TASK OBJECTIVE.
The entries are to be printed again word for word, but no picture may appear.

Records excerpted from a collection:
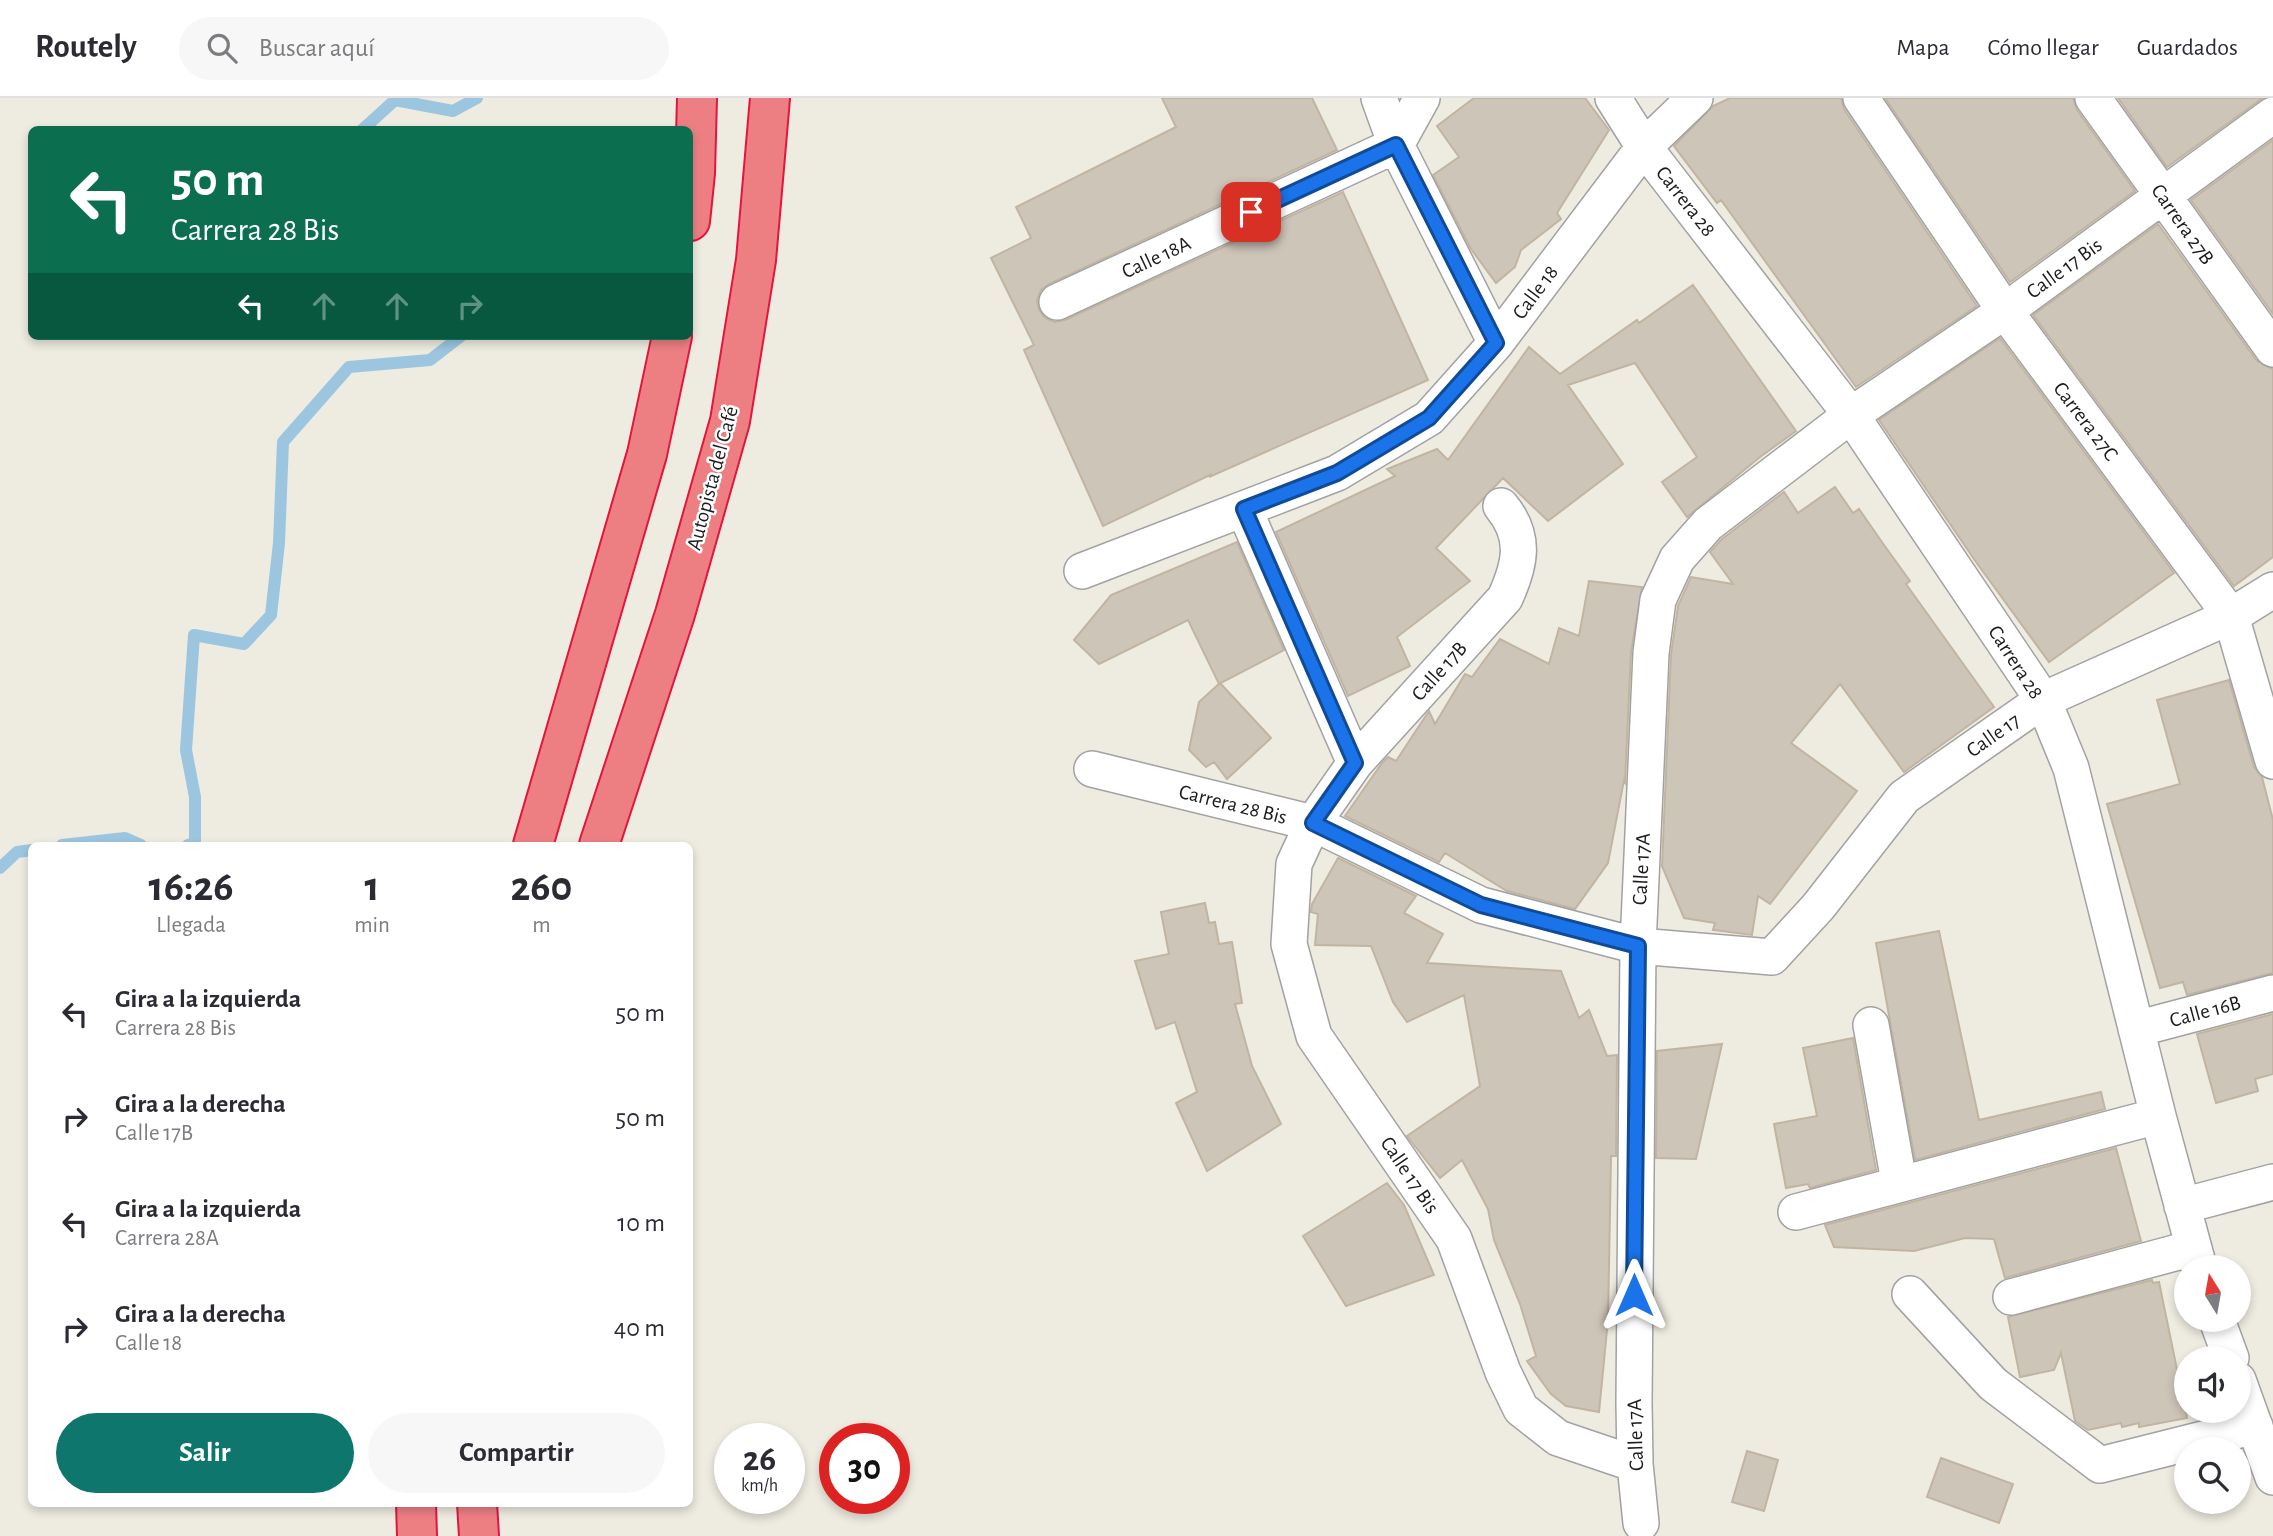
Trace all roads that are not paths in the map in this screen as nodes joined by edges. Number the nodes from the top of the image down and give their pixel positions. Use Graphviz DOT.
graph roads {
  1 [pos="697,98"];
  2 [pos="771,98"];
  3 [pos="1380,98"];
  4 [pos="1422,98"];
  5 [pos="1613,98"];
  6 [pos="1695,98"];
  7 [pos="1861,98"];
  8 [pos="2093,98"];
  9 [pos="2273,115"];
  10 [pos="1396,145"];
  11 [pos="1644,147"];
  12 [pos="693,192"];
  13 [pos="2163,195"];
  14 [pos="1057,302"];
  15 [pos="2005,311"];
  16 [pos="671,340"];
  17 [pos="1496,343"];
  18 [pos="2273,349"];
  19 [pos="1851,415"];
  20 [pos="1501,506"];
  21 [pos="1244,509"];
  22 [pos="1082,571"];
  23 [pos="2273,590"];
  24 [pos="2231,616"];
  25 [pos="2043,700"];
  26 [pos="2273,761"];
  27 [pos="1355,763"];
  28 [pos="1091,769"];
  29 [pos="1313,823"];
  30 [pos="534,842"];
  31 [pos="600,842"];
  32 [pos="1638,946"];
  33 [pos="1772,957"];
  34 [pos="2273,993"];
  35 [pos="1871,1025"];
  36 [pos="2136,1029"];
  37 [pos="2158,1116"];
  38 [pos="1899,1182"];
  39 [pos="2273,1182"];
  40 [pos="2182,1206"];
  41 [pos="1796,1212"];
  42 [pos="2195,1255"];
  43 [pos="2174,1263"];
  44 [pos="1910,1294"];
  45 [pos="2011,1297"];
  46 [pos="2252,1397"];
  47 [pos="1635,1464"];
  48 [pos="2273,1476"];
  49 [pos="416,1507"];
  50 [pos="477,1507"];
  51 [pos="1641,1523"];
  52 [pos="417,1536"];
  53 [pos="479,1536"];
  1 -- 12 [label="highway"];
  2 -- 31 [label="highway, Autopista del Café"];
  3 -- 10 [label="street"];
  4 -- 10 [label="street"];
  5 -- 11 [label="street, Carrera 28"];
  6 -- 11 [label="street, Calle 18"];
  7 -- 15 [label="street, Carrera 27C"];
  8 -- 13 [label="street, Carrera 27B"];
  9 -- 13 [label="street, Calle 17 Bis"];
  10 -- 14 [label="street, Calle 18A"];
  10 -- 17 [label="street"];
  11 -- 17 [label="street, Calle 18"];
  11 -- 19 [label="street, Carrera 28"];
  13 -- 15 [label="street, Calle 17 Bis"];
  13 -- 18 [label="street, Carrera 27B"];
  15 -- 19 [label="street, Calle 17 Bis"];
  15 -- 24 [label="street, Carrera 27C"];
  16 -- 30 [label="highway"];
  17 -- 21 [label="street, Calle 18"];
  19 -- 25 [label="street, Carrera 28"];
  19 -- 32 [label="street, Calle 17A"];
  20 -- 27 [label="street, Calle 17B"];
  21 -- 22 [label="street, Calle 18"];
  21 -- 27 [label="street"];
  23 -- 24 [label="street, Calle 17"];
  24 -- 25 [label="street, Calle 17"];
  24 -- 26 [label="street, Carrera 27C"];
  25 -- 33 [label="street, Calle 17"];
  25 -- 36 [label="street, Carrera 28"];
  27 -- 29 [label="street, Calle 17B"];
  28 -- 29 [label="street, Carrera 28 Bis"];
  29 -- 32 [label="street, Carrera 28 Bis"];
  29 -- 47 [label="street, Calle 17 Bis"];
  32 -- 33 [label="street, Carrera 28 Bis"];
  32 -- 47 [label="street, Calle 17A"];
  34 -- 36 [label="street, Calle 16B"];
  35 -- 38 [label="street"];
  36 -- 37 [label="street, Carrera 28"];
  37 -- 38 [label="street"];
  37 -- 40 [label="street, Carrera 28"];
  38 -- 41 [label="street"];
  39 -- 40 [label="street"];
  40 -- 42 [label="street, Carrera 28"];
  43 -- 45 [label="street"];
  44 -- 46 [label="street"];
  46 -- 48 [label="street"];
  47 -- 51 [label="street, Calle 17A"];
  49 -- 52 [label="highway"];
  50 -- 53 [label="highway"];
}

SOLUTION TO THE EXERCISE.
Trace all roads that are not paths in the map in this screen as nodes joined by edges. Number the nodes from the top of the image down and give their pixel positions. Use Graphviz DOT.
graph roads {
  1 [pos="697,98"];
  2 [pos="771,98"];
  3 [pos="1380,98"];
  4 [pos="1422,98"];
  5 [pos="1613,98"];
  6 [pos="1695,98"];
  7 [pos="1861,98"];
  8 [pos="2093,98"];
  9 [pos="2273,115"];
  10 [pos="1396,145"];
  11 [pos="1644,147"];
  12 [pos="693,192"];
  13 [pos="2163,195"];
  14 [pos="1057,302"];
  15 [pos="2005,311"];
  16 [pos="671,340"];
  17 [pos="1496,343"];
  18 [pos="2273,349"];
  19 [pos="1851,415"];
  20 [pos="1501,506"];
  21 [pos="1244,509"];
  22 [pos="1082,571"];
  23 [pos="2273,590"];
  24 [pos="2231,616"];
  25 [pos="2043,700"];
  26 [pos="2273,761"];
  27 [pos="1355,763"];
  28 [pos="1091,769"];
  29 [pos="1313,823"];
  30 [pos="534,842"];
  31 [pos="600,842"];
  32 [pos="1638,946"];
  33 [pos="1772,957"];
  34 [pos="2273,993"];
  35 [pos="1871,1025"];
  36 [pos="2136,1029"];
  37 [pos="2158,1116"];
  38 [pos="1899,1182"];
  39 [pos="2273,1182"];
  40 [pos="2182,1206"];
  41 [pos="1796,1212"];
  42 [pos="2195,1255"];
  43 [pos="2174,1263"];
  44 [pos="1910,1294"];
  45 [pos="2011,1297"];
  46 [pos="2252,1397"];
  47 [pos="1635,1464"];
  48 [pos="2273,1476"];
  49 [pos="416,1507"];
  50 [pos="477,1507"];
  51 [pos="1641,1523"];
  52 [pos="417,1536"];
  53 [pos="479,1536"];
  1 -- 12 [label="highway"];
  2 -- 31 [label="highway, Autopista del Café"];
  3 -- 10 [label="street"];
  4 -- 10 [label="street"];
  5 -- 11 [label="street, Carrera 28"];
  6 -- 11 [label="street, Calle 18"];
  7 -- 15 [label="street, Carrera 27C"];
  8 -- 13 [label="street, Carrera 27B"];
  9 -- 13 [label="street, Calle 17 Bis"];
  10 -- 14 [label="street, Calle 18A"];
  10 -- 17 [label="street"];
  11 -- 17 [label="street, Calle 18"];
  11 -- 19 [label="street, Carrera 28"];
  13 -- 15 [label="street, Calle 17 Bis"];
  13 -- 18 [label="street, Carrera 27B"];
  15 -- 19 [label="street, Calle 17 Bis"];
  15 -- 24 [label="street, Carrera 27C"];
  16 -- 30 [label="highway"];
  17 -- 21 [label="street, Calle 18"];
  19 -- 25 [label="street, Carrera 28"];
  19 -- 32 [label="street, Calle 17A"];
  20 -- 27 [label="street, Calle 17B"];
  21 -- 22 [label="street, Calle 18"];
  21 -- 27 [label="street"];
  23 -- 24 [label="street, Calle 17"];
  24 -- 25 [label="street, Calle 17"];
  24 -- 26 [label="street, Carrera 27C"];
  25 -- 33 [label="street, Calle 17"];
  25 -- 36 [label="street, Carrera 28"];
  27 -- 29 [label="street, Calle 17B"];
  28 -- 29 [label="street, Carrera 28 Bis"];
  29 -- 32 [label="street, Carrera 28 Bis"];
  29 -- 47 [label="street, Calle 17 Bis"];
  32 -- 33 [label="street, Carrera 28 Bis"];
  32 -- 47 [label="street, Calle 17A"];
  34 -- 36 [label="street, Calle 16B"];
  35 -- 38 [label="street"];
  36 -- 37 [label="street, Carrera 28"];
  37 -- 38 [label="street"];
  37 -- 40 [label="street, Carrera 28"];
  38 -- 41 [label="street"];
  39 -- 40 [label="street"];
  40 -- 42 [label="street, Carrera 28"];
  43 -- 45 [label="street"];
  44 -- 46 [label="street"];
  46 -- 48 [label="street"];
  47 -- 51 [label="street, Calle 17A"];
  49 -- 52 [label="highway"];
  50 -- 53 [label="highway"];
}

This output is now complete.